WHAT TO WORK ON — Copy each line below as it stands, but skip any picture it contains.

=======

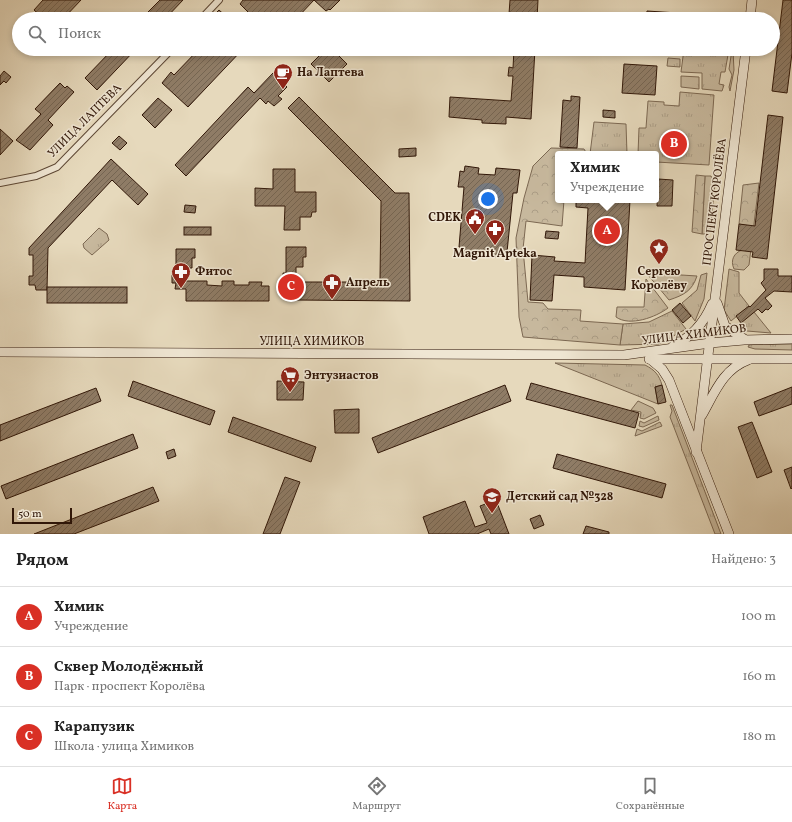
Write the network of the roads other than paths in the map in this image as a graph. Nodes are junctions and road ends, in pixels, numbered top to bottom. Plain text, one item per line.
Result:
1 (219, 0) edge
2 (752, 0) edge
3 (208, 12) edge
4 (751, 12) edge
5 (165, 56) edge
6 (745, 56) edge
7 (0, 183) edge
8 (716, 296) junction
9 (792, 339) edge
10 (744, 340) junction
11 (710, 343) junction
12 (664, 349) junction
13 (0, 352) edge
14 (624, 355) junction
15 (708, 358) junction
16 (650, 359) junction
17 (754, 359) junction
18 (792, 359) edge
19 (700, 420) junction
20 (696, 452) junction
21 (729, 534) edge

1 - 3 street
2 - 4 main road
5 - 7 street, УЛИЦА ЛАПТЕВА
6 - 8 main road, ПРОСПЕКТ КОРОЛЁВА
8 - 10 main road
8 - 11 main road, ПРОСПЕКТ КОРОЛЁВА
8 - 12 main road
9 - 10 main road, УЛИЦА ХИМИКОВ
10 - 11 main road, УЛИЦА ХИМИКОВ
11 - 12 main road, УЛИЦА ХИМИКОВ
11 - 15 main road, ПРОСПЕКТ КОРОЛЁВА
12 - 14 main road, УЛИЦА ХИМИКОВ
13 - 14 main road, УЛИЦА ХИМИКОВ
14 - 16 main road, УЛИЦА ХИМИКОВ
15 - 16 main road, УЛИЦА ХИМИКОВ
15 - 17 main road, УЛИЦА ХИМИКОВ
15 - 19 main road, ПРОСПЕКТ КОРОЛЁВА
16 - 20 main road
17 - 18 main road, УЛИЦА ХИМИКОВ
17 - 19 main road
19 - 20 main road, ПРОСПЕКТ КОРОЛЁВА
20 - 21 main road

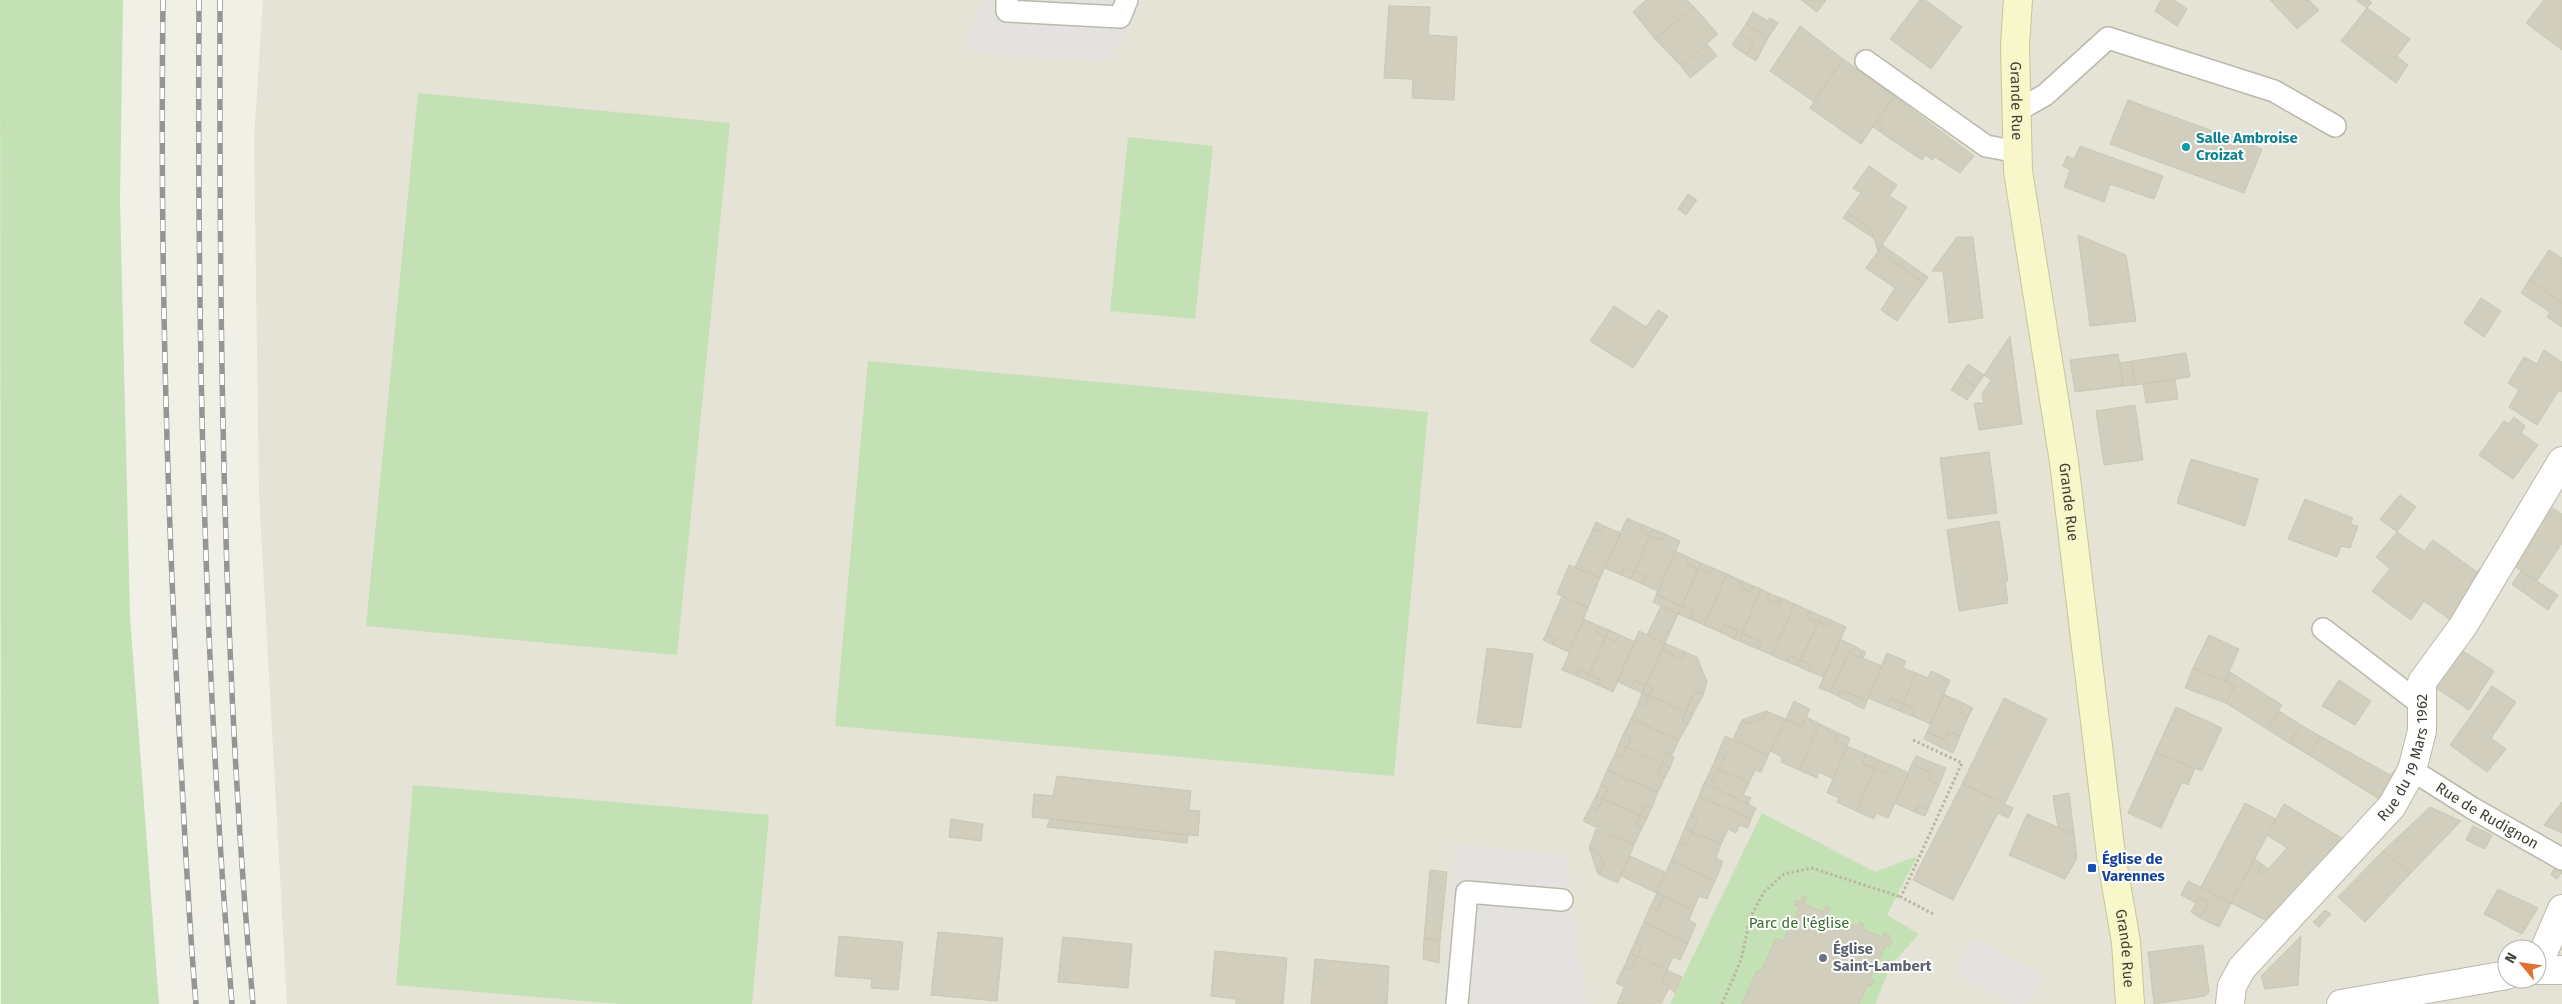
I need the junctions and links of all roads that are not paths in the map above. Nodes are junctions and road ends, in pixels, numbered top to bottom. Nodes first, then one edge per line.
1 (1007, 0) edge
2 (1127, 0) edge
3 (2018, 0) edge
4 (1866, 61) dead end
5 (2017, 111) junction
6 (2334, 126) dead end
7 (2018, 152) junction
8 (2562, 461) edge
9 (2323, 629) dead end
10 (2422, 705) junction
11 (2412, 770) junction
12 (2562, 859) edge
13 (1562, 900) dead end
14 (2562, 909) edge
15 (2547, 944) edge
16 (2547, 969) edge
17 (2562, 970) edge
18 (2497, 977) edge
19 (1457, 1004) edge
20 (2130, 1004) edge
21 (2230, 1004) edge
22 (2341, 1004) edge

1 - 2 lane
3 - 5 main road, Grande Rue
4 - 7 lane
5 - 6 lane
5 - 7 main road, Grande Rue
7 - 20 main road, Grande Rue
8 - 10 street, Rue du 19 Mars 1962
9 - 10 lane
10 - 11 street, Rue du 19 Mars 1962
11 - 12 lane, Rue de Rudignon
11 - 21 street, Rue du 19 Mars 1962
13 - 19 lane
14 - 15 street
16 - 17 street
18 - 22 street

=======

SOLUTION —
Write the network of the roads other than paths in the map in this image as a graph. Nodes are junctions and road ends, in pixels, numbered top to bottom. Plain text, one item per line.
Result:
1 (219, 0) edge
2 (752, 0) edge
3 (208, 12) edge
4 (751, 12) edge
5 (165, 56) edge
6 (745, 56) edge
7 (0, 183) edge
8 (716, 296) junction
9 (792, 339) edge
10 (744, 340) junction
11 (710, 343) junction
12 (664, 349) junction
13 (0, 352) edge
14 (624, 355) junction
15 (708, 358) junction
16 (650, 359) junction
17 (754, 359) junction
18 (792, 359) edge
19 (700, 420) junction
20 (696, 452) junction
21 (729, 534) edge

1 - 3 street
2 - 4 main road
5 - 7 street, УЛИЦА ЛАПТЕВА
6 - 8 main road, ПРОСПЕКТ КОРОЛЁВА
8 - 10 main road
8 - 11 main road, ПРОСПЕКТ КОРОЛЁВА
8 - 12 main road
9 - 10 main road, УЛИЦА ХИМИКОВ
10 - 11 main road, УЛИЦА ХИМИКОВ
11 - 12 main road, УЛИЦА ХИМИКОВ
11 - 15 main road, ПРОСПЕКТ КОРОЛЁВА
12 - 14 main road, УЛИЦА ХИМИКОВ
13 - 14 main road, УЛИЦА ХИМИКОВ
14 - 16 main road, УЛИЦА ХИМИКОВ
15 - 16 main road, УЛИЦА ХИМИКОВ
15 - 17 main road, УЛИЦА ХИМИКОВ
15 - 19 main road, ПРОСПЕКТ КОРОЛЁВА
16 - 20 main road
17 - 18 main road, УЛИЦА ХИМИКОВ
17 - 19 main road
19 - 20 main road, ПРОСПЕКТ КОРОЛЁВА
20 - 21 main road

I need the junctions and links of all roads that are not paths in the map above. Nodes are junctions and road ends, in pixels, numbered top to bottom. Nodes first, then one edge per line.
1 (1007, 0) edge
2 (1127, 0) edge
3 (2018, 0) edge
4 (1866, 61) dead end
5 (2017, 111) junction
6 (2334, 126) dead end
7 (2018, 152) junction
8 (2562, 461) edge
9 (2323, 629) dead end
10 (2422, 705) junction
11 (2412, 770) junction
12 (2562, 859) edge
13 (1562, 900) dead end
14 (2562, 909) edge
15 (2547, 944) edge
16 (2547, 969) edge
17 (2562, 970) edge
18 (2497, 977) edge
19 (1457, 1004) edge
20 (2130, 1004) edge
21 (2230, 1004) edge
22 (2341, 1004) edge

1 - 2 lane
3 - 5 main road, Grande Rue
4 - 7 lane
5 - 6 lane
5 - 7 main road, Grande Rue
7 - 20 main road, Grande Rue
8 - 10 street, Rue du 19 Mars 1962
9 - 10 lane
10 - 11 street, Rue du 19 Mars 1962
11 - 12 lane, Rue de Rudignon
11 - 21 street, Rue du 19 Mars 1962
13 - 19 lane
14 - 15 street
16 - 17 street
18 - 22 street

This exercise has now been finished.